* [Brief]: Your answer should be the lines of the data below that contain "Alte".

* [Records provided]:
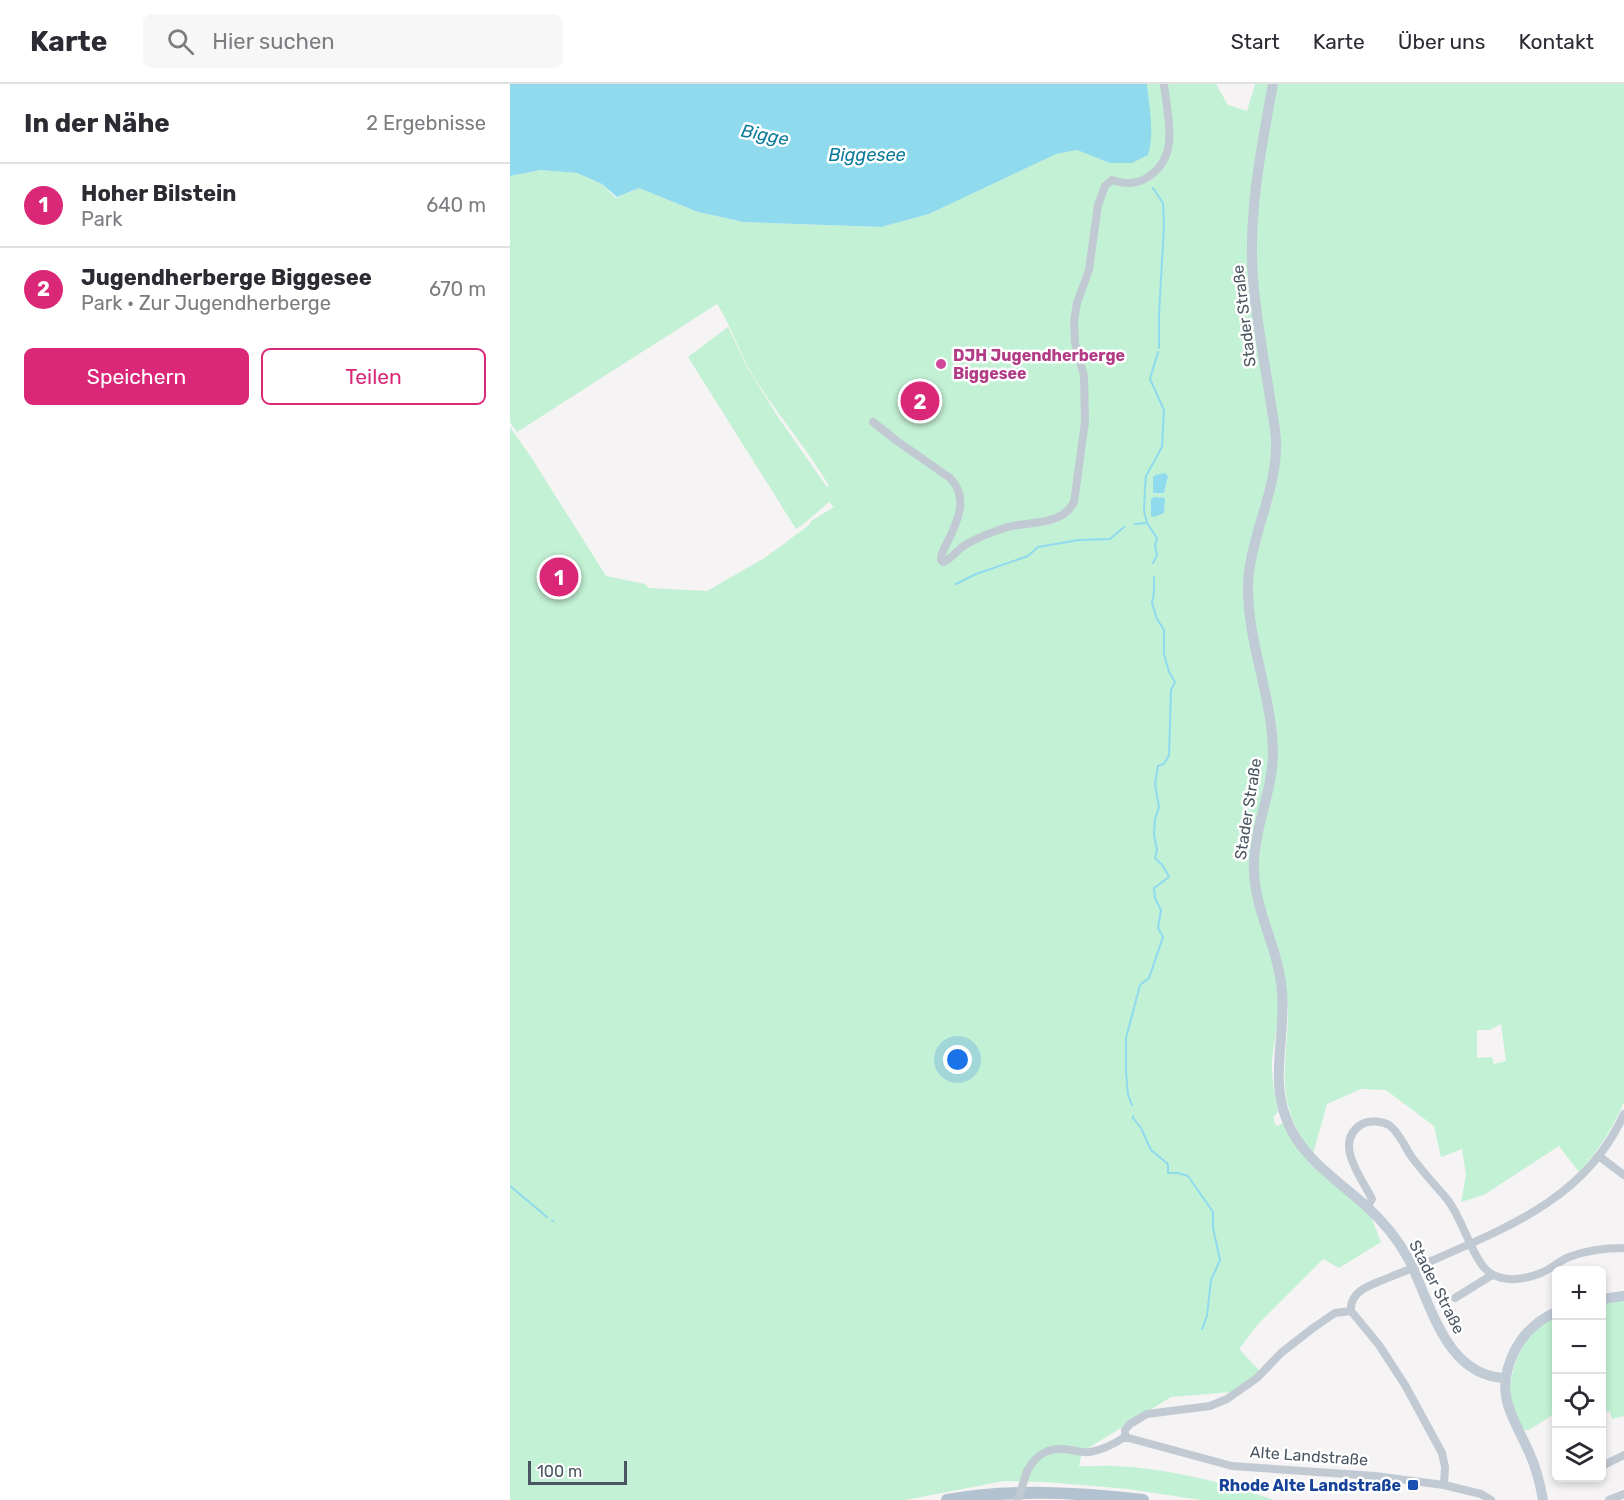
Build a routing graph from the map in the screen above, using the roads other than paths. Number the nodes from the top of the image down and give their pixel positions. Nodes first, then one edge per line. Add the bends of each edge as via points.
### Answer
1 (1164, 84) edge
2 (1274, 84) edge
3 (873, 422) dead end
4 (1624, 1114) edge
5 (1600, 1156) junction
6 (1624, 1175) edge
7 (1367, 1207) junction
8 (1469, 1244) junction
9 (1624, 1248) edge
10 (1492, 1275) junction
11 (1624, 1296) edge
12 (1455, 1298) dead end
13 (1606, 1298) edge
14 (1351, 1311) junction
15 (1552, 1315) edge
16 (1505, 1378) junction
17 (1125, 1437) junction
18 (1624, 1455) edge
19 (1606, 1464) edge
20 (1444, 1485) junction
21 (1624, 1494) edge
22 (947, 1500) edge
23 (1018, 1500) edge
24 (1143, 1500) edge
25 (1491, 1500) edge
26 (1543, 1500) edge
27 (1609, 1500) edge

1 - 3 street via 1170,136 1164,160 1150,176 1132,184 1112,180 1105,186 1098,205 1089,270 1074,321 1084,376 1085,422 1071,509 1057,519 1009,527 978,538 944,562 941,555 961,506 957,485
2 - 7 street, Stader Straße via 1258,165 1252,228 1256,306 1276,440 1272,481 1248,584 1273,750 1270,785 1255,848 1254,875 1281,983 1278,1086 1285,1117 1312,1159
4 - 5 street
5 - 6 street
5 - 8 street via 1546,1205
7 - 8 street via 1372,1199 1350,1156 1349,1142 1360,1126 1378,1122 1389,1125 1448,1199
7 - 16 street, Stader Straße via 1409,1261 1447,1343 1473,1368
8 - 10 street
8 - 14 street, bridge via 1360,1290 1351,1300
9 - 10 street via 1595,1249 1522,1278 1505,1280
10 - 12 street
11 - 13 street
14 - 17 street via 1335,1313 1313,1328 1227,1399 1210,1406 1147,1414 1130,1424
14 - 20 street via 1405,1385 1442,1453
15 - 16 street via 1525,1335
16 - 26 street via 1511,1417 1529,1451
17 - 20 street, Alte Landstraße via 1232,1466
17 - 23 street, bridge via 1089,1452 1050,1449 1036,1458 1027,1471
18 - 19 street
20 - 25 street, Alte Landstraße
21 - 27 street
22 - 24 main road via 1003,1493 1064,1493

* [Response to the task]:
17 - 20 street, Alte Landstraße via 1232,1466
20 - 25 street, Alte Landstraße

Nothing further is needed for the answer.